One of his former students, unbelieving, is travelling in a train when he hears the news. Who or what could have effected such a change in Mouse?, he is forced to ask. And then thinks: somewhere in this crowd of ordinary people there will be just such a person, timorous, yet who would die for love of a friend.
Perhaps we could say the same for the other saints who have accompanied us this week: Edith Stein, Mary Sumner, Clare who became the mother of Assisi.
So, returning to Mary, first among the cloud of witnesses.
Hers is a mother’s love.
It is not ever going to be calculating.
It is not to be measured out according to her child’s worth.

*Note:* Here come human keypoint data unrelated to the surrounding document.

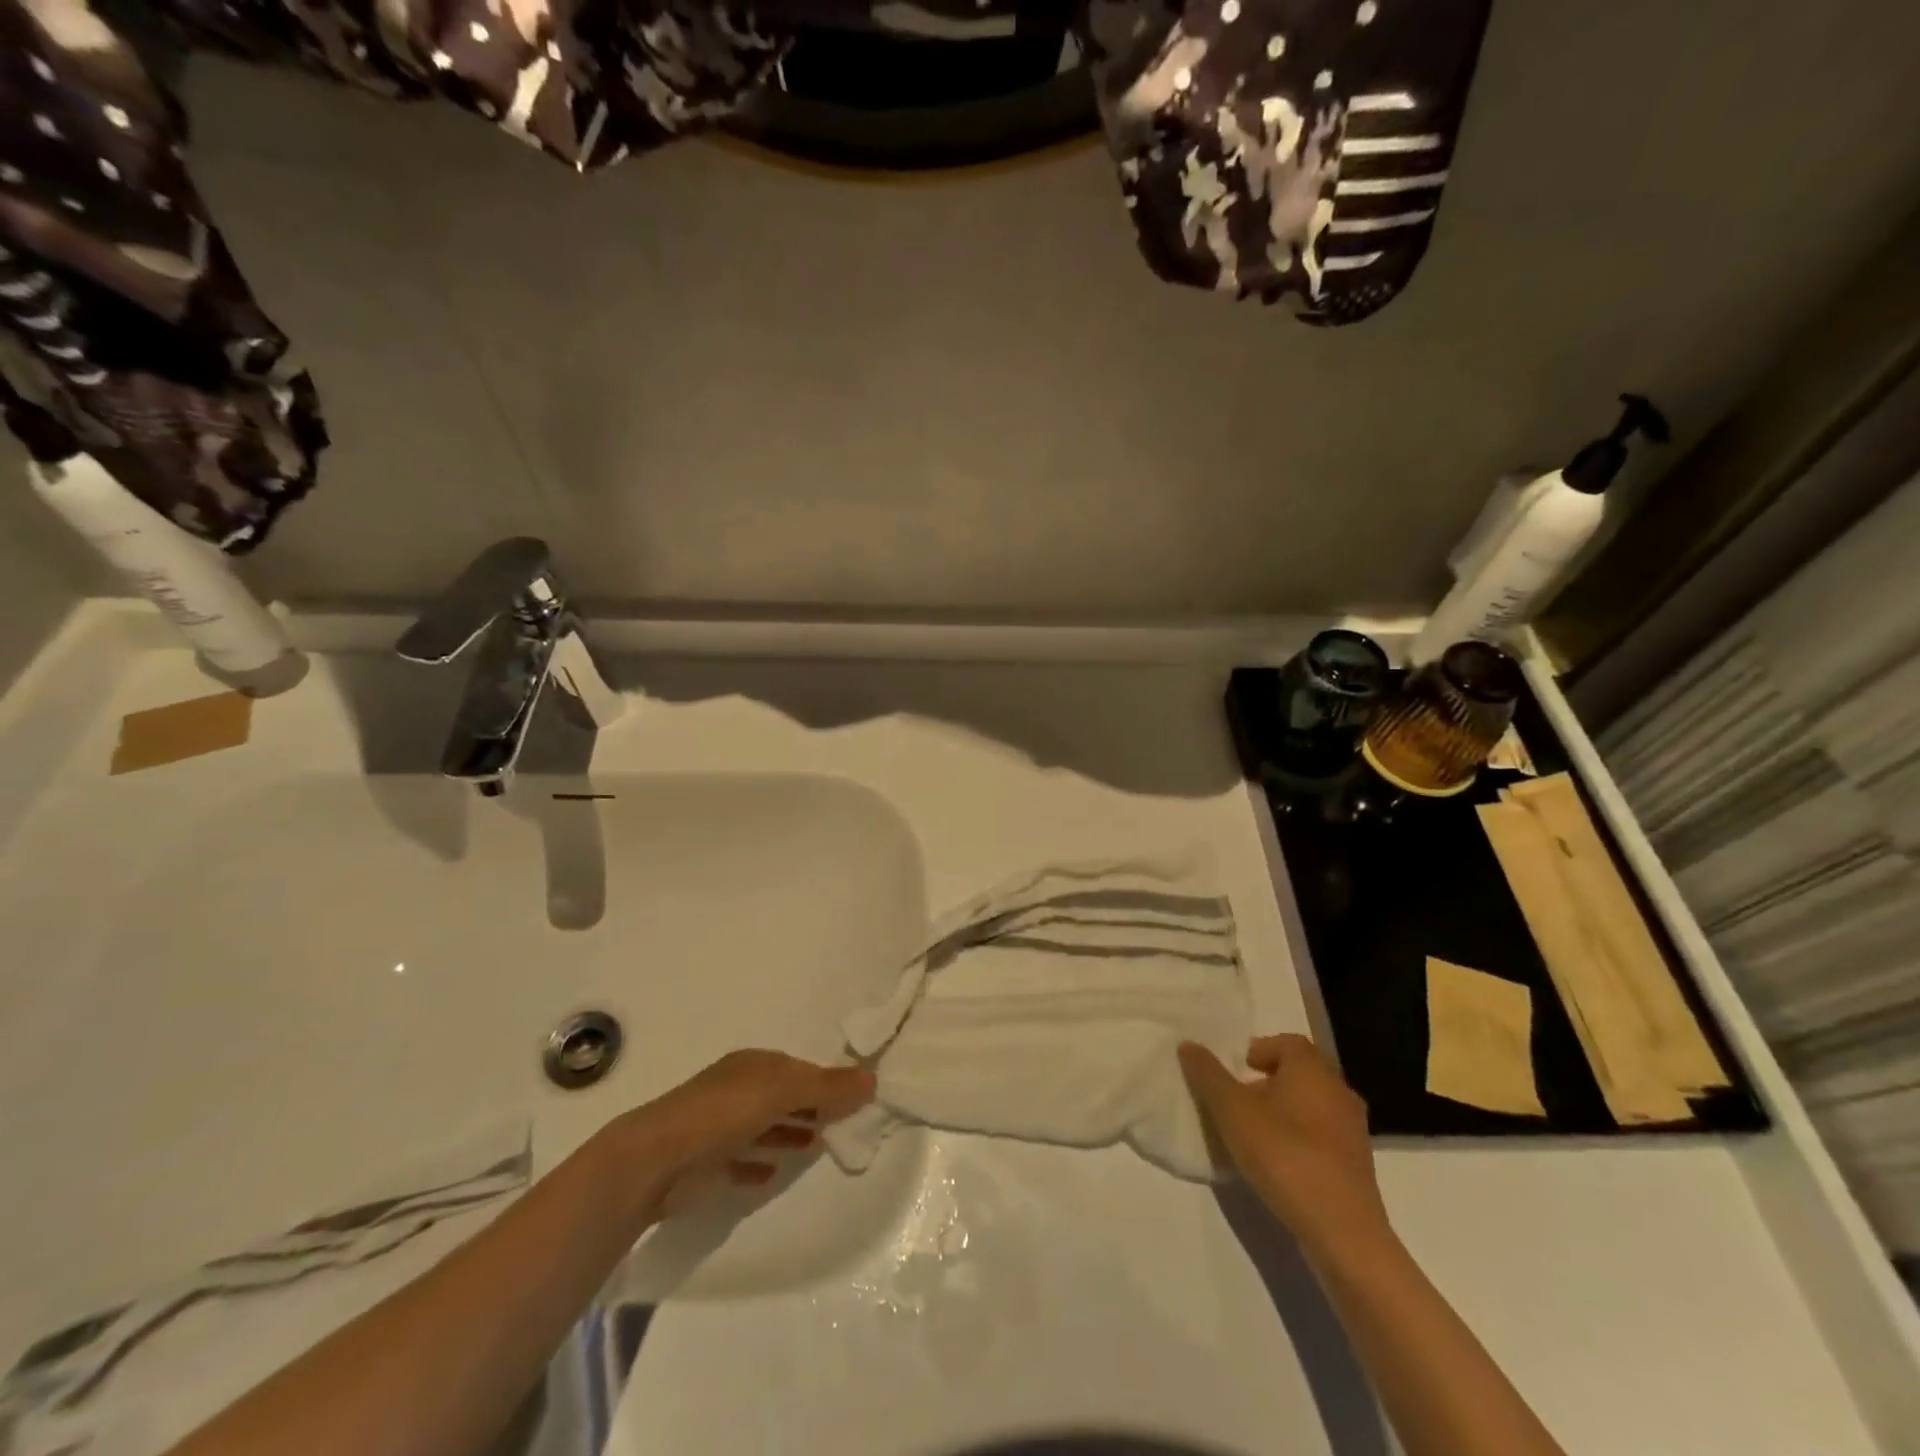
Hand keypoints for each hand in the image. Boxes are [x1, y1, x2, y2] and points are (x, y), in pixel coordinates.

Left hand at [627, 1050, 873, 1215]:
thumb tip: (873, 1077)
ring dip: (790, 1133)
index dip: (826, 1081)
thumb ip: (826, 1086)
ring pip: (764, 1126)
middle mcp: (737, 1091)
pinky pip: (741, 1162)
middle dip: (810, 1106)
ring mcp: (719, 1127)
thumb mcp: (782, 1091)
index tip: (855, 1097)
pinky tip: (774, 1175)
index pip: (798, 1069)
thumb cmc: (724, 1113)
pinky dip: (759, 1165)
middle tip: (843, 1123)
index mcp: (754, 1066)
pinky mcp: (707, 1164)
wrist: (657, 1160)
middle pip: (783, 1096)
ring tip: (818, 1146)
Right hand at [1180, 1034, 1391, 1260]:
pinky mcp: (1357, 1167)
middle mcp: (1338, 1091)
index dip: (1259, 1050)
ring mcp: (1353, 1131)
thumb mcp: (1232, 1111)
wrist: (1343, 1232)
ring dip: (1283, 1113)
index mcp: (1312, 1070)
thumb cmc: (1285, 1155)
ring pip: (1311, 1106)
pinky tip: (1278, 1165)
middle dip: (1267, 1082)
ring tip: (1252, 1136)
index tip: (1236, 1071)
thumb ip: (1208, 1075)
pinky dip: (1299, 1140)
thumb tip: (1188, 1045)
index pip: (1287, 1042)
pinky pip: (1322, 1137)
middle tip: (1237, 1103)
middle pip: (1299, 1073)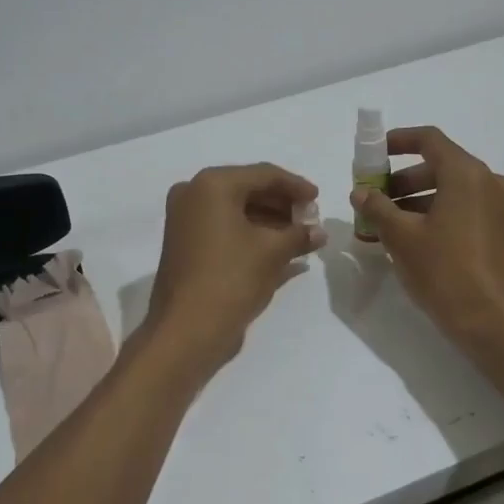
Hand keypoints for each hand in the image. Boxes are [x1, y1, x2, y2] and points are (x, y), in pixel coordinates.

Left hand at [146, 163, 324, 365]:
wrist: (187, 328)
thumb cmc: (231, 278)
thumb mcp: (272, 252)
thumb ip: (299, 235)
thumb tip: (319, 232)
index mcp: (212, 184)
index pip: (264, 174)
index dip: (295, 186)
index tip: (318, 198)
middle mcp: (193, 193)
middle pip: (247, 189)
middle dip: (281, 204)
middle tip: (310, 218)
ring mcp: (184, 218)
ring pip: (235, 209)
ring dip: (268, 220)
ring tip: (298, 235)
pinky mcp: (184, 242)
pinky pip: (223, 226)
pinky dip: (249, 232)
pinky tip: (276, 246)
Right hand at [351, 126, 503, 348]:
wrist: (496, 324)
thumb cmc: (446, 272)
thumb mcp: (402, 238)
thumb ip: (377, 208)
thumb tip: (361, 192)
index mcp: (467, 174)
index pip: (429, 140)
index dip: (398, 141)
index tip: (375, 154)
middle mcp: (491, 182)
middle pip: (441, 165)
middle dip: (404, 179)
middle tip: (376, 199)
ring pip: (455, 190)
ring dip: (420, 199)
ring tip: (390, 225)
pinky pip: (468, 209)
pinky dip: (442, 213)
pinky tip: (418, 240)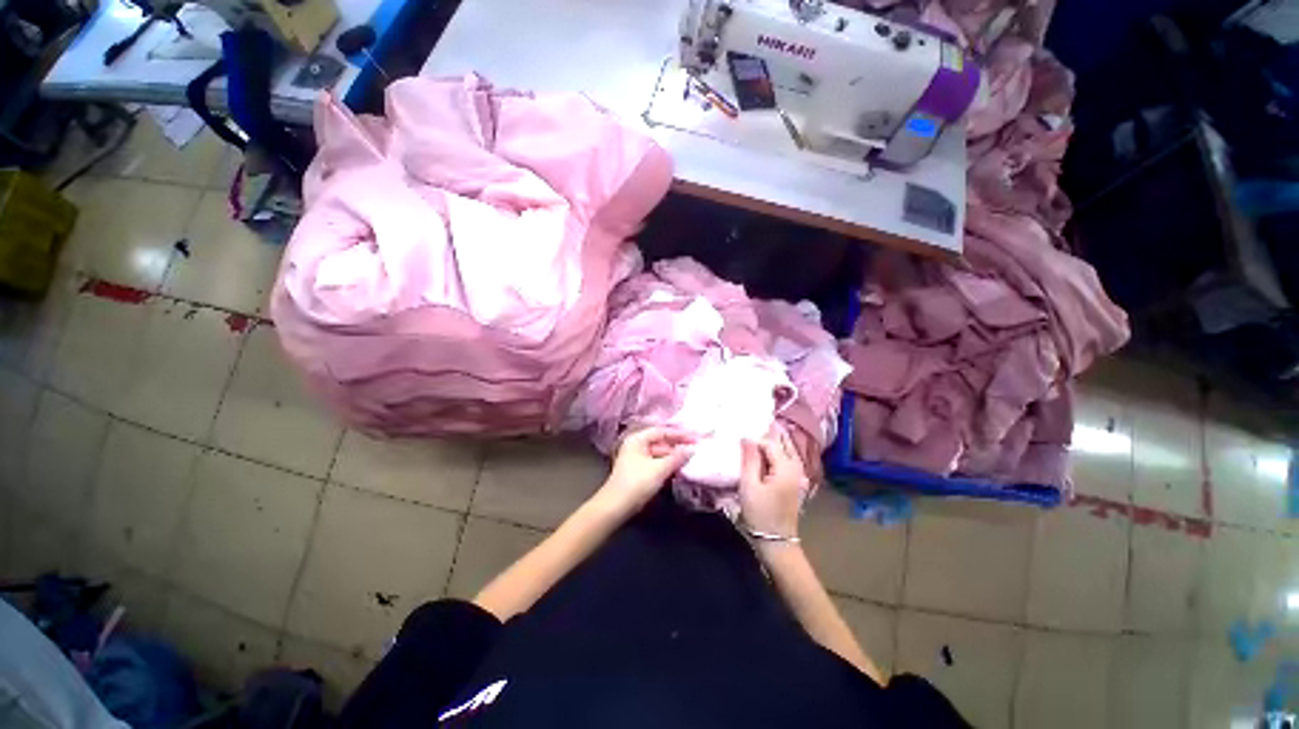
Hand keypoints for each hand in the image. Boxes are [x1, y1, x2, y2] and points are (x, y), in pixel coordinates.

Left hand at [595, 426, 695, 516]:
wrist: (616, 507)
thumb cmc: (636, 483)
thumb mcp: (659, 469)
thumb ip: (677, 457)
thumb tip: (692, 449)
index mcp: (638, 439)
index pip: (662, 431)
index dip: (680, 434)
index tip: (697, 438)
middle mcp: (636, 445)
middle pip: (661, 441)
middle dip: (678, 445)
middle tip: (697, 448)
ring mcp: (637, 458)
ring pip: (660, 453)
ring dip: (675, 456)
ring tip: (692, 458)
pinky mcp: (640, 471)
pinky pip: (657, 463)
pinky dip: (669, 464)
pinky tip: (680, 468)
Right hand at [739, 430, 808, 538]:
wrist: (776, 541)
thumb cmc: (760, 513)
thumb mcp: (749, 485)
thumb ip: (750, 459)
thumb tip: (747, 437)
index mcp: (785, 467)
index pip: (770, 443)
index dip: (755, 440)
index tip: (740, 441)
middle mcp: (796, 467)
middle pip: (783, 443)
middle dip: (770, 433)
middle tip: (755, 423)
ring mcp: (797, 475)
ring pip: (787, 450)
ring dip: (774, 441)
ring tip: (759, 433)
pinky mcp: (794, 482)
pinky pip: (787, 459)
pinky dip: (777, 452)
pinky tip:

Mary is in this body and soul:
pondering, meekly receptive, yes, but made ardent by love, ready to receive the sword that pierces, and hungering for a people who so honour God that they will form a society in which her undefended child will flourish, in which the children of all mothers will flourish.
As Mary is assumed into heaven, so is all this, all she has embraced of her unavoidable involvement as a mother. As Mary is assumed into heaven, the Magnificat too becomes the song of heaven, the song of the holy witnesses.
They cheer us on in song.
This is heaven not far distant from earth, but creation purified as if by fire.
And by the ordinary, extraordinary holiness of Mary and the cloud of witnesses,
and of you too,
as we are all drawn, body and soul, into the family of Jesus Christ.
As those praying this week have been.
As we are now receiving him in bread and wine.
Therefore, since we are surrounded by so great a cloud of witnesses, let us also lay aside every weight and the sin that clings so closely, and let us run with perseverance the race that is set before us, looking to Jesus the pioneer and perfecter of our faith, who for the sake of the joy that was set before him endured the cross, disregarding its shame, and has taken his seat at the right hand of the throne of God.